A Constituição de 1988 e a Convenção 169 da OIT logram contemplar estas distintas situações sociais referidas às regiões de colonização antiga, assim como aquelas que caracterizam regiões de ocupação recente, ao colocar no tempo presente o sentido de "terras tradicionalmente ocupadas", libertando-o da "imemorialidade", da preocupação com a "origem", do passado, ou seja, de uma linearidade temporal e de categorias que lhes são correlatas.
O senso prático das estratégias governamentais:
Assim, em 07 de fevereiro de 2007, por pressão dos movimentos sociais, o governo federal promulgou o Decreto n.6.040 que institui a Política Nacional de Desenvolvimento Sustentável de Povos e Comunidades Tradicionais. Um dos pontos mais enfatizados pelos representantes dos referidos povos concerne ao reconhecimento jurídico-formal das terras que tradicionalmente ocupam aqui agrupadas sob a noção de "território tradicional". Até então o reconhecimento de direitos territoriais, à exceção dos povos indígenas e quilombolas, ocorria através da categoria imóvel rural e de seu cadastramento.
A partir da ratificação pelo Brasil da Convenção 169 da OIT, em 2003, tem-se uma maior abrangência do reconhecimento das "terras tradicionalmente ocupadas", que funcionam em sinonímia com a noção de "territórios tradicionais", compreendendo além de indígenas e quilombolas, as comunidades de fundos de pasto e de faxinais e também: seringueiros, ribeirinhos, quebradeiras de coco babaçu, castanheiros, pescadores artesanais, caiçaras, ciganos e pomeranos. Esta diversidade social encontra-se refletida na Comissão Nacional de Desenvolvimento Sustentável dos Povos e Comunidades Tradicionais, que foi instituída através de decreto presidencial de 27 de dezembro de 2004 e reconfirmada por um segundo decreto em 13 de julho de 2006.

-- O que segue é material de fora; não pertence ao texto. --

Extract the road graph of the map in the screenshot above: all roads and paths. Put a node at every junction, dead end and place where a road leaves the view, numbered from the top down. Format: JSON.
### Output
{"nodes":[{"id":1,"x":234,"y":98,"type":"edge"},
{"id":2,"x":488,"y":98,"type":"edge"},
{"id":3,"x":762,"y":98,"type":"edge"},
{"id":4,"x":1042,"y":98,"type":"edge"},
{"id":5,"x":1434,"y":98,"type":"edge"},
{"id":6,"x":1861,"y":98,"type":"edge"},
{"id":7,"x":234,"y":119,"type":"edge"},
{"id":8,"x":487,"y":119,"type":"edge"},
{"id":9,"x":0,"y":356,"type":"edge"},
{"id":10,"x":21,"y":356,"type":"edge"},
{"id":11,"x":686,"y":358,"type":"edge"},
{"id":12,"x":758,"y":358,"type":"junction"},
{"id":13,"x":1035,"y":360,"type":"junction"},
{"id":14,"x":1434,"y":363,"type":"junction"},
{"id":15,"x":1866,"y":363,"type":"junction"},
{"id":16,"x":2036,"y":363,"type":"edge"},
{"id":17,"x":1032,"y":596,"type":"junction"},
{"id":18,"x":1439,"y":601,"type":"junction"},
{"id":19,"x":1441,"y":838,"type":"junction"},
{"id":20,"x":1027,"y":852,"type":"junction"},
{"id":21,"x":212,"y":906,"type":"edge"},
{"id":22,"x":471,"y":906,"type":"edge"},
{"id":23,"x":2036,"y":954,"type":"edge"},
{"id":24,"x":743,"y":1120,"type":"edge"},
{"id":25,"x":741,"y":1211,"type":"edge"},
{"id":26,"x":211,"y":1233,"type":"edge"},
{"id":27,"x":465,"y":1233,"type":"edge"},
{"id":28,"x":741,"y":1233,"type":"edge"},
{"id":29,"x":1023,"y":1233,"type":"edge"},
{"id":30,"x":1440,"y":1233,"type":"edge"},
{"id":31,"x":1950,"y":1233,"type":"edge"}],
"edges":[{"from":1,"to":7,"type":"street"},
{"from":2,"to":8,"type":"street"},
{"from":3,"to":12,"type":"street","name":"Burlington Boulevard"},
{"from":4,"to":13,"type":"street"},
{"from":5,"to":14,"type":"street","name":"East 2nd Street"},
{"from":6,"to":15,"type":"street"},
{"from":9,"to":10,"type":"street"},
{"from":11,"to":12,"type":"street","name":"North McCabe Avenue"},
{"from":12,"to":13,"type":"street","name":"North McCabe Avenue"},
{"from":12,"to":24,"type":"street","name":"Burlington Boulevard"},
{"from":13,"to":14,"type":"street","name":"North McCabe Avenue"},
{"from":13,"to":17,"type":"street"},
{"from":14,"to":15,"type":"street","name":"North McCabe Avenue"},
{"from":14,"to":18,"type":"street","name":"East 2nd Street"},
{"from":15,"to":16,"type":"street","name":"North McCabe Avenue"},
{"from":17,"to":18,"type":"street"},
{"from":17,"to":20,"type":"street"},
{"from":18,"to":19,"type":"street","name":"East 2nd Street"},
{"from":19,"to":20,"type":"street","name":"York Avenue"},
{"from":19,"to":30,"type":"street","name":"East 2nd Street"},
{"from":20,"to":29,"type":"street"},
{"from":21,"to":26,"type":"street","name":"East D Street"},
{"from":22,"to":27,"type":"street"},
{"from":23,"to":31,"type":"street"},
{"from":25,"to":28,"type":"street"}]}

O decreto n.6.040 no seu Art. 3 inciso II assim define "territórios tradicionais":
"os espaços necessários à reprodução cultural, social e econômica dos povos e comunidades tradicionais, sejam eles utilizados de forma permanente ou temporária, observado, no que diz respeito aos povos indígenas e quilombolas, respectivamente, o que dispõem os arts. 231 da Constituição e 68 do Atos das Disposições Constitucionais Transitórias e demais regulamentações;".
Nos termos da justificativa a este artigo tem-se os argumentos que subsidiaram elaboração do decreto e constituem sua "Apresentação", que sublinham o seguinte:
"Assegurar o acesso ao território significa manter vivos na memória e nas práticas sociais os sistemas de classificação e de manejo dos recursos, os sistemas produtivos, os modos tradicionais de distribuição e consumo da produção, além dos elementos simbólicos essenciais à sua identidade cultural. Assim, os territórios tradicionais além de assegurar a sobrevivência dos povos e comunidades tradicionais tem vivido uma situação de agravamento das questões relacionadas às possibilidades de permanência em seus territórios."
Mediante estes novos dispositivos jurídicos temos uma síntese dos direitos territoriais e das formas de acesso à terra que caracterizam hoje a estrutura agrária do Brasil.